**TASK OBJECTIVE:**
Repeat the records below exactly as they appear.

**RECORDS TO PROCESS:**
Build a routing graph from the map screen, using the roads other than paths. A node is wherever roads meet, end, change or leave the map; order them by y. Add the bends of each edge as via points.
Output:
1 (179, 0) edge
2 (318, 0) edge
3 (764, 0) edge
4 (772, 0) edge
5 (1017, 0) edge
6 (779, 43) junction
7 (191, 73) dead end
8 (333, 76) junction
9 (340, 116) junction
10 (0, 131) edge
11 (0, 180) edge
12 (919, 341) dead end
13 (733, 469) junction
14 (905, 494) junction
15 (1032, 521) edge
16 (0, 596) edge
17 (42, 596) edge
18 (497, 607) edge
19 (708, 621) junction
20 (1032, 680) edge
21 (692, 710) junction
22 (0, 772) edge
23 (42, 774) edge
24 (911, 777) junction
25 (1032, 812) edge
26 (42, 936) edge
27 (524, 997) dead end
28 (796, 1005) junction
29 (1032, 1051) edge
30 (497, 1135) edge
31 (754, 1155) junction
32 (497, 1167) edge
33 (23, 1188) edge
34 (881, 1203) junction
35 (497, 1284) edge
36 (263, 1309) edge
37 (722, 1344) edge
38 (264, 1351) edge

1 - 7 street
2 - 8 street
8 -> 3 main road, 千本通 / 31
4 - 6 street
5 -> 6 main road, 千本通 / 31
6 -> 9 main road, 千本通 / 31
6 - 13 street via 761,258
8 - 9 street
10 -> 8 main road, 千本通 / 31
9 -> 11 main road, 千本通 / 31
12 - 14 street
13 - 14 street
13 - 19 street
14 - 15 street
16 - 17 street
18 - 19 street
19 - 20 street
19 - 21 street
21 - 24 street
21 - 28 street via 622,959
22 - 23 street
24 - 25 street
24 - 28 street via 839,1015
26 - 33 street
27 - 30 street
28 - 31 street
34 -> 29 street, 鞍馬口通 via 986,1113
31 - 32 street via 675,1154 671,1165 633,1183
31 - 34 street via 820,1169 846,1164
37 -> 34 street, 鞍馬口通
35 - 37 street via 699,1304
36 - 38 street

**ANSWER TO THIS TASK:**
Build a routing graph from the map screen, using the roads other than paths. A node is wherever roads meet, end, change or leave the map; order them by y. Add the bends of each edge as via points.
Output:
1 (179, 0) edge
2 (318, 0) edge
3 (764, 0) edge
4 (772, 0) edge
5 (1017, 0) edge
6 (779, 43) junction
7 (191, 73) dead end
8 (333, 76) junction
9 (340, 116) junction
10 (0, 131) edge
11 (0, 180) edge
12 (919, 341) dead end
13 (733, 469) junction
14 (905, 494) junction
15 (1032, 521) edge
16 (0, 596) edge
17 (42, 596) edge
18 (497, 607) edge
19 (708, 621) junction
20 (1032, 680) edge
21 (692, 710) junction
22 (0, 772) edge
23 (42, 774) edge
24 (911, 777) junction
25 (1032, 812) edge
26 (42, 936) edge
27 (524, 997) dead end
28 (796, 1005) junction
29 (1032, 1051) edge
30 (497, 1135) edge
31 (754, 1155) junction
32 (497, 1167) edge
33 (23, 1188) edge
34 (881, 1203) junction
35 (497, 1284) edge
36 (263, 1309) edge
37 (722, 1344) edge
38 (264, 1351) edge

1 - 7 street
2 - 8 street
8 -> 3 main road, 千本通 / 31
4 - 6 street
5 -> 6 main road, 千本通 / 31
6 -> 9 main road, 千本通 / 31
6 - 13 street via 761,258
8 - 9 street
10 -> 8 main road, 千本通 / 31
9 -> 11 main road, 千本通 / 31
12 - 14 street
13 - 14 street
13 - 19 street
14 - 15 street
16 - 17 street
18 - 19 street
19 - 20 street
19 - 21 street
21 - 24 street
21 - 28 street via 622,959
22 - 23 street
24 - 25 street
24 - 28 street via 839,1015
26 - 33 street
27 - 30 street
28 - 31 street
34 -> 29 street, 鞍馬口通 via 986,1113
31 - 32 street via 675,1154 671,1165 633,1183
31 - 34 street via 820,1169 846,1164
37 -> 34 street, 鞍馬口通
35 - 37 street via 699,1304
36 - 38 street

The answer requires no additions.